Gaia e Camilla uccise a 16 anni, è il giorno del dolore: bare bianche accolte tra lacrime e applausi

«Gli hanno dato i domiciliari? Meritava sicuramente qualcosa di più, ci ha portato via due angeli». E’ secco il commento della signora Gabriella, la mamma di Gaia, rispetto alla decisione del Gip che ha deciso gli arresti domicialiari per Pietro Genovese, il ragazzo di 20 anni che il 23 dicembre ha investito e ucciso a Corso Francia le due giovani. La notizia dei domiciliari per Pietro Genovese arriva proprio alla fine della veglia di preghiera per Giaia e Camilla. Anche il padre di Camilla, l’altra ragazza morta, rilascia un breve commento: «Non mi cambia niente l’arresto».

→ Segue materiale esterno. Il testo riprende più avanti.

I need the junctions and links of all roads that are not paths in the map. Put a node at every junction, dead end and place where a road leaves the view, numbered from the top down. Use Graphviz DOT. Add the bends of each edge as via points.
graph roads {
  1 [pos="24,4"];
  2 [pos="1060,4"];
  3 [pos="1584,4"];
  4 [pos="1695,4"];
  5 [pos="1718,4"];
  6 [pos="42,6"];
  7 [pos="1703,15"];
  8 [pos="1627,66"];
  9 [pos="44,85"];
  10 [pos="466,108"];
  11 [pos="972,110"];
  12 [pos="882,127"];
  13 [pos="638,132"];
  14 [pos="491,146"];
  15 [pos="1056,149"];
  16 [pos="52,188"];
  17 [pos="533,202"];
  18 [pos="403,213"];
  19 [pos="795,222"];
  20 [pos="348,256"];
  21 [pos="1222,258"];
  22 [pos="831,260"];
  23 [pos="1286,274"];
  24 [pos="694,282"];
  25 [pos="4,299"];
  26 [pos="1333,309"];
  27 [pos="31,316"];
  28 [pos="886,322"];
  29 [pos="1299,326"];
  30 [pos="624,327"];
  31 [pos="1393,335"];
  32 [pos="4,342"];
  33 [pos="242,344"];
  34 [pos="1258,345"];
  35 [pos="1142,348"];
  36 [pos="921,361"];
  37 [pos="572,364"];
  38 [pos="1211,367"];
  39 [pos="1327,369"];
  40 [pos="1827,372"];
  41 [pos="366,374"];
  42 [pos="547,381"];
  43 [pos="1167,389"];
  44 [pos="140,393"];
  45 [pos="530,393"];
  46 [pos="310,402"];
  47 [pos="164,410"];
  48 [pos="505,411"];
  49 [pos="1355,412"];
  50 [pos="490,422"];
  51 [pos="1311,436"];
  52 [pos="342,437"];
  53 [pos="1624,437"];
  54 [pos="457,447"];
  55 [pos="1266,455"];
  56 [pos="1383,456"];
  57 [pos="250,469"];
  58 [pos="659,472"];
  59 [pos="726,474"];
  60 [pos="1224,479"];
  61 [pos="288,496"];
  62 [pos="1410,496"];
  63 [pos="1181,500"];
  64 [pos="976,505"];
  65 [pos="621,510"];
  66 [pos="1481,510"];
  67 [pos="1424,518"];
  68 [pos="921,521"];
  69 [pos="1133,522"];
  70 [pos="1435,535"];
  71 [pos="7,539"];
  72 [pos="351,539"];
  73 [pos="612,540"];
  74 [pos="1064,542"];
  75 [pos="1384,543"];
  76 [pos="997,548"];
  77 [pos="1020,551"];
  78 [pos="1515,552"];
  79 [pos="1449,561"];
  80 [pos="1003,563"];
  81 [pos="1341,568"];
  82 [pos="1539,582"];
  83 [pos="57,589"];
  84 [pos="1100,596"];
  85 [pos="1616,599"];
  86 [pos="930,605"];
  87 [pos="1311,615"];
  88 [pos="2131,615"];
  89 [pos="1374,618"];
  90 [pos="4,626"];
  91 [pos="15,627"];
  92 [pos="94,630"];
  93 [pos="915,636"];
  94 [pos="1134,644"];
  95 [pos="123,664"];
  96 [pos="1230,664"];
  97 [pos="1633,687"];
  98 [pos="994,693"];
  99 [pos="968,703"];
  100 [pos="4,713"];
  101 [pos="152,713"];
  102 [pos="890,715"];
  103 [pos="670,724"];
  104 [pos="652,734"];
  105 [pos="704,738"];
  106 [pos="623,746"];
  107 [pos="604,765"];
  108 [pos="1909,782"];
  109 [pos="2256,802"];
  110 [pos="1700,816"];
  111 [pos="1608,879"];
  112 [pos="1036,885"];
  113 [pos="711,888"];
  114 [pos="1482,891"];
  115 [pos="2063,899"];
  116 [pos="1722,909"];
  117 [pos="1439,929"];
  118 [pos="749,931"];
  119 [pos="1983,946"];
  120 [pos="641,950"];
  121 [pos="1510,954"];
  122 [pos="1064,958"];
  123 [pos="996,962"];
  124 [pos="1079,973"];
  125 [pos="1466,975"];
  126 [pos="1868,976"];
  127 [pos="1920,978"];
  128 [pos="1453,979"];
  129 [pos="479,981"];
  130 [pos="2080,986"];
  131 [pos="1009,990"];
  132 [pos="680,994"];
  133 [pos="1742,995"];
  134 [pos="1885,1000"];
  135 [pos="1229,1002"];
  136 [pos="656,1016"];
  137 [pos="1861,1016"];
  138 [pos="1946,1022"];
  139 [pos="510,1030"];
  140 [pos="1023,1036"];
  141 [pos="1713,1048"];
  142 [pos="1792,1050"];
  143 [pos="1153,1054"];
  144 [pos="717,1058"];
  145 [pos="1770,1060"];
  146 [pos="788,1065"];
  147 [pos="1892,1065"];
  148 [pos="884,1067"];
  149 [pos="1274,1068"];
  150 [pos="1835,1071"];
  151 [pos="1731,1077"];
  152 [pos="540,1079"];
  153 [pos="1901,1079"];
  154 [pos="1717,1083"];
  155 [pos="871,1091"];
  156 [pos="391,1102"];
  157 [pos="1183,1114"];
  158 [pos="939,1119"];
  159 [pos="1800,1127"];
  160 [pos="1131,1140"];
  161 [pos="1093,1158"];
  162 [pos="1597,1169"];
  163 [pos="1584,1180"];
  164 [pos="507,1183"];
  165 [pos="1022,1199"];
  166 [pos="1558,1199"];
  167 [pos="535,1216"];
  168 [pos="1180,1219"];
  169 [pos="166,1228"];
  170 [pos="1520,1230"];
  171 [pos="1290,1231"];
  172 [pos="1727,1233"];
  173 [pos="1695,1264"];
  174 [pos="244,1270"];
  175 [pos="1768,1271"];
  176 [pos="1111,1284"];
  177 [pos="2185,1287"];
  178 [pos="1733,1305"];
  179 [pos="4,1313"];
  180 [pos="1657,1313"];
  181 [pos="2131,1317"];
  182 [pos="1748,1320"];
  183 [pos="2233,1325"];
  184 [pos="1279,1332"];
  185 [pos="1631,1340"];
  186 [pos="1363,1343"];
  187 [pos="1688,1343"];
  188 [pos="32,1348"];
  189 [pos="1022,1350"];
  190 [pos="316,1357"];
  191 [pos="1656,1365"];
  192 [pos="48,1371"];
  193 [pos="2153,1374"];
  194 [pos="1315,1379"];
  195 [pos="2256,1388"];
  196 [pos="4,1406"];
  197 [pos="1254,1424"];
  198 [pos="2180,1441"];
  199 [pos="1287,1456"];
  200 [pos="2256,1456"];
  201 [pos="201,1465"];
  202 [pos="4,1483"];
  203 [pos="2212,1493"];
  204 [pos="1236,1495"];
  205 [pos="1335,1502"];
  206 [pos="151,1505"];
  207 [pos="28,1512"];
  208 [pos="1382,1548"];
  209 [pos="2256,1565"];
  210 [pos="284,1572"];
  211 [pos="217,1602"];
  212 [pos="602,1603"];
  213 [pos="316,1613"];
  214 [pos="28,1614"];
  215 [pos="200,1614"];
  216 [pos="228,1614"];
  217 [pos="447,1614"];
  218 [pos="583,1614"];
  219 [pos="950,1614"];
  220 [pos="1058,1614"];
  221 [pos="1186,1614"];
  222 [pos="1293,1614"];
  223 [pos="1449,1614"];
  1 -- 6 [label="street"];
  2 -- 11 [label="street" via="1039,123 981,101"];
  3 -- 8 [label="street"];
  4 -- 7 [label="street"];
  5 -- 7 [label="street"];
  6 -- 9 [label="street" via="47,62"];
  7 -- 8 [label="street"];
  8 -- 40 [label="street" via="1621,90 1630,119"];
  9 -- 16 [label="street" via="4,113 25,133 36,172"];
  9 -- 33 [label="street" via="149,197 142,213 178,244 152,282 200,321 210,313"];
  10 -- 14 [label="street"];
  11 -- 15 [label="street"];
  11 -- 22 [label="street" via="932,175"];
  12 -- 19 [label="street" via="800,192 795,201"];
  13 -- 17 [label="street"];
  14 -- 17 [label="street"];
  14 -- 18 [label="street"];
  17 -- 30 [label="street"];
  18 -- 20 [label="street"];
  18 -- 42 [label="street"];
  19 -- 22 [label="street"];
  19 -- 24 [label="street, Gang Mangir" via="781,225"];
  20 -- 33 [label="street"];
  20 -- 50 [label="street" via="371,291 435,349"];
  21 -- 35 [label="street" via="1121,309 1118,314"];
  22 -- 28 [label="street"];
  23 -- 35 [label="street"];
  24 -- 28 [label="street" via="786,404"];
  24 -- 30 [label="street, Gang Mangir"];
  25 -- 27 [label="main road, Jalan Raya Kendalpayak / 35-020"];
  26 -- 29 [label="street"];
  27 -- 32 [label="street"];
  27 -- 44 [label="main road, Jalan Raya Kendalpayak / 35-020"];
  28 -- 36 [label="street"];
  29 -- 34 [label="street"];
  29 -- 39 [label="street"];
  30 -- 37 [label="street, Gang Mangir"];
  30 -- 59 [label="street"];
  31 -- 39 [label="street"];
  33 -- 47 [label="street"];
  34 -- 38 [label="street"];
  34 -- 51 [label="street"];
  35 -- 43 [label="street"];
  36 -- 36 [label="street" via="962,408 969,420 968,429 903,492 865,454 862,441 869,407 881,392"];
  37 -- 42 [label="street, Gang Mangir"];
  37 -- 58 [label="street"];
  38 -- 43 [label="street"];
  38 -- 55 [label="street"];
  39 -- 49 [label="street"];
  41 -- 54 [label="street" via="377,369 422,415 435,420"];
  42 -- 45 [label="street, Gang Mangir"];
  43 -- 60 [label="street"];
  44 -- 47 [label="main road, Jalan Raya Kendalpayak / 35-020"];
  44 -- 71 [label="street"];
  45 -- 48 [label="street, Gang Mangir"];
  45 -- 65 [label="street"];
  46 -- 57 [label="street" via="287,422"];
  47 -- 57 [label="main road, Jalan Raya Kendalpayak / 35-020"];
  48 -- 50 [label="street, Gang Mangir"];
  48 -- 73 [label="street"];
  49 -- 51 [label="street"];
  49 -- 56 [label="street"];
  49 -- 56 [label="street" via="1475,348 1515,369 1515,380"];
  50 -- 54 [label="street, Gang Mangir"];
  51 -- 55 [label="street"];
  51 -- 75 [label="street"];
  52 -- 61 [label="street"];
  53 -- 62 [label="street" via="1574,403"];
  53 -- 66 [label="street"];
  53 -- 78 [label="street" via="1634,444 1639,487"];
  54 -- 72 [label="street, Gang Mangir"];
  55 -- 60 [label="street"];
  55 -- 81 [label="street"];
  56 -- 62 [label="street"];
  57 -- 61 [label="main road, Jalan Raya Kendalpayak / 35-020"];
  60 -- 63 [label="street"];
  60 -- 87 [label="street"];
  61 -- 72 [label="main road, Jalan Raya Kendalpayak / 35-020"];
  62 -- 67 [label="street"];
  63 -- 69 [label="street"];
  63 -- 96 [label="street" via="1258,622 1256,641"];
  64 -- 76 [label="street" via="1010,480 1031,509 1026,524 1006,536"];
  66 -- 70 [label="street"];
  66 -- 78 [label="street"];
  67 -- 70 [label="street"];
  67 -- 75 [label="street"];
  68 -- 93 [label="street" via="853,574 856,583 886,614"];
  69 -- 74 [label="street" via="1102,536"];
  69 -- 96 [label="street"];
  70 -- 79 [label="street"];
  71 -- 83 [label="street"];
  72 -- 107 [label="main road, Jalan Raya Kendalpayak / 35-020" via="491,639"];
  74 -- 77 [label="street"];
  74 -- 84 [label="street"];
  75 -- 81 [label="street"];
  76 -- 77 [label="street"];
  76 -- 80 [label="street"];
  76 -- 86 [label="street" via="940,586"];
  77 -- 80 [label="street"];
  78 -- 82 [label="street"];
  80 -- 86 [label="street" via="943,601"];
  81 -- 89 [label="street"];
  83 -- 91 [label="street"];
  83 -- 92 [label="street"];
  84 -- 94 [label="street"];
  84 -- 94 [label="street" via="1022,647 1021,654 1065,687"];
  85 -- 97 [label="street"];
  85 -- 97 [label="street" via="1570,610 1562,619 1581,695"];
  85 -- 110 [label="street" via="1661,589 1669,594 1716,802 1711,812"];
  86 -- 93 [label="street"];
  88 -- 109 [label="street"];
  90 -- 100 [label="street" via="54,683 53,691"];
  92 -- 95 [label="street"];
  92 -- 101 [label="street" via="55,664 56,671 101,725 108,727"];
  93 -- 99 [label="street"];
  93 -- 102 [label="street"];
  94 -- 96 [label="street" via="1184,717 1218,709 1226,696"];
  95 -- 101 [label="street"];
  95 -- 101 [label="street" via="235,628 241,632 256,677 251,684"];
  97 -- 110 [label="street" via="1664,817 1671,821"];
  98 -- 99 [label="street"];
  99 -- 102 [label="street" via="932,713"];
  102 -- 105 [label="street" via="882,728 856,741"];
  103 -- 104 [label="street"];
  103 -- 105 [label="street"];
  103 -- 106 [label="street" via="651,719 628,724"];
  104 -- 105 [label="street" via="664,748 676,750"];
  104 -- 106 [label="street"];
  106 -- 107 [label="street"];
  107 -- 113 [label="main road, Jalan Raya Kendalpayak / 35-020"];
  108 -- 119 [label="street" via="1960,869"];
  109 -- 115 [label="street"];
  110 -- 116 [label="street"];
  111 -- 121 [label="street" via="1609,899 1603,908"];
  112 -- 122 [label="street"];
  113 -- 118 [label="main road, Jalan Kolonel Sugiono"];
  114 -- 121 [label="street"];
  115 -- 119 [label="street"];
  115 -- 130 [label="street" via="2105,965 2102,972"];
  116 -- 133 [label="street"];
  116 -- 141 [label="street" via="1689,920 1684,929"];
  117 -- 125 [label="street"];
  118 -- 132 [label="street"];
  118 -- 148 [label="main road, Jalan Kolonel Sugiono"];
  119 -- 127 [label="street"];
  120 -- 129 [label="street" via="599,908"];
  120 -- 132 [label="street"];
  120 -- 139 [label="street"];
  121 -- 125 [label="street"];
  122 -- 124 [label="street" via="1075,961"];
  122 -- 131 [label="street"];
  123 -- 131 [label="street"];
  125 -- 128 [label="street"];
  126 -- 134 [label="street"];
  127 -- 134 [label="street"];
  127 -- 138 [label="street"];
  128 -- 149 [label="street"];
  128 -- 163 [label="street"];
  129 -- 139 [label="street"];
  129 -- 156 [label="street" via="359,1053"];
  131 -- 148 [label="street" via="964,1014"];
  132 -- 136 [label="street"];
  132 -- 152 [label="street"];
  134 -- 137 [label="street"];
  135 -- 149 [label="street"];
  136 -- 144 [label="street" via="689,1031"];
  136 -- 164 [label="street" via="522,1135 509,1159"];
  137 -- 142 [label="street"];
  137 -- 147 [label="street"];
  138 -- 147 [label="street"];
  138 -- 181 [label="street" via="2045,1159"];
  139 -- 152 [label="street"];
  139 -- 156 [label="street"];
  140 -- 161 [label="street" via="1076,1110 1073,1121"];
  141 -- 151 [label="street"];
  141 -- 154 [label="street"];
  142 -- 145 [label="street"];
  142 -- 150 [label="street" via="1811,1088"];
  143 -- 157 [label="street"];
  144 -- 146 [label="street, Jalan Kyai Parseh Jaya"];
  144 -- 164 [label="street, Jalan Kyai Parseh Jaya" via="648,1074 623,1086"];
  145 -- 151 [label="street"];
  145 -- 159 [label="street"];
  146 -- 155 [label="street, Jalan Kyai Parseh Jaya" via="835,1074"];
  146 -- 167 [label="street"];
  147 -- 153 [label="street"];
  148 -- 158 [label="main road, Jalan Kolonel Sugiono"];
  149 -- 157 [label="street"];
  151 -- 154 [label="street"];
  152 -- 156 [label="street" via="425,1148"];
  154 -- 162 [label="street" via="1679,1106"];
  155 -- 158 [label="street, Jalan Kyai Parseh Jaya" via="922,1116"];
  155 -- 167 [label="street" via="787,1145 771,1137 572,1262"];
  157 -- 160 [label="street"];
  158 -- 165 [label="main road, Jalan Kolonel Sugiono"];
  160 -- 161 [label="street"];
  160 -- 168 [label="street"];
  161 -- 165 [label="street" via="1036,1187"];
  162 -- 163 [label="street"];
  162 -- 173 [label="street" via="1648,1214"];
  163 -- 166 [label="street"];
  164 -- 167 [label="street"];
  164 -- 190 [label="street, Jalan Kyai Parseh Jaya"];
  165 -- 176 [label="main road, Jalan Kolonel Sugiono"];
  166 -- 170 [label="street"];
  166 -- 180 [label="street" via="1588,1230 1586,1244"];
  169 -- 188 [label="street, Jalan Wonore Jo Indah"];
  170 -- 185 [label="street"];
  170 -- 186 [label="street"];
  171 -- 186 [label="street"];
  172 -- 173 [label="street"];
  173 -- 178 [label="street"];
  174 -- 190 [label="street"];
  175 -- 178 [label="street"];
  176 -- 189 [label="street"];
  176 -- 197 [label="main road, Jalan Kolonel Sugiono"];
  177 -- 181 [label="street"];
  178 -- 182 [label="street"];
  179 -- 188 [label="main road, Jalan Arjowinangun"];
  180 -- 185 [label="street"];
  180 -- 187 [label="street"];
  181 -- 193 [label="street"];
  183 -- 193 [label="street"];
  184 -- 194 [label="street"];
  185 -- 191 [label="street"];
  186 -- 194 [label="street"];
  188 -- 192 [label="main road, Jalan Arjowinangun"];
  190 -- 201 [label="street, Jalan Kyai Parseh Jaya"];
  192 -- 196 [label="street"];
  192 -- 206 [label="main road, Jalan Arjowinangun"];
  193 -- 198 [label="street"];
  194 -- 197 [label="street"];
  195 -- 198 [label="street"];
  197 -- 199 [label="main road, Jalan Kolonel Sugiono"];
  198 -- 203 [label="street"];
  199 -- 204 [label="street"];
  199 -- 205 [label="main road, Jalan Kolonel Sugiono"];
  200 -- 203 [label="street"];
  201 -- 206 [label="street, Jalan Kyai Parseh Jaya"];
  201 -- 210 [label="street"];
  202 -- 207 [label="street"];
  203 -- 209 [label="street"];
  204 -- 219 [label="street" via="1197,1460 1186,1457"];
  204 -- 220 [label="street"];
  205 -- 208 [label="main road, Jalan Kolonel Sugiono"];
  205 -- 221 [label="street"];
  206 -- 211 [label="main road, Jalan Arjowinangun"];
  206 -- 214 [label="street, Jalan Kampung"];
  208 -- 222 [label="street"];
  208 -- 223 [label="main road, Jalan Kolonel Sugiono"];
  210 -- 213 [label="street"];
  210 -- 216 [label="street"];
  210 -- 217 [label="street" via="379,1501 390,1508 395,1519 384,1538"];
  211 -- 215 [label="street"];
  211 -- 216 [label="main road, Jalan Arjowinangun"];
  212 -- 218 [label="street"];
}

Parole di conforto invece arrivano da Don Marco nella chiesa del Preziosissimo Sangue nel quartiere Fleming dove abitavano, non lontano dal luogo dell’impatto e dove questa mattina si svolgeranno i funerali. La parrocchia era stracolma di parenti, amici e soprattutto compagni di scuola delle due studentesse che frequentavano il liceo linguistico, almeno 400 persone. Oggi, in mattinata, sono attesi invece i funerali

La notizia degli arresti domiciliari per il ventenne è arrivata proprio al termine della recita del rosario e ha preso di sorpresa tutti, i genitori di Camilla e anche la mamma di Gaia arrivata con due grandi fiori bianchi, «erano due angeli». Una “nonna” lascia un messaggio sul registro: «Maria accogli Gaia e Camilla in cielo, dona pace alle famiglie, anche a quella di Pietro».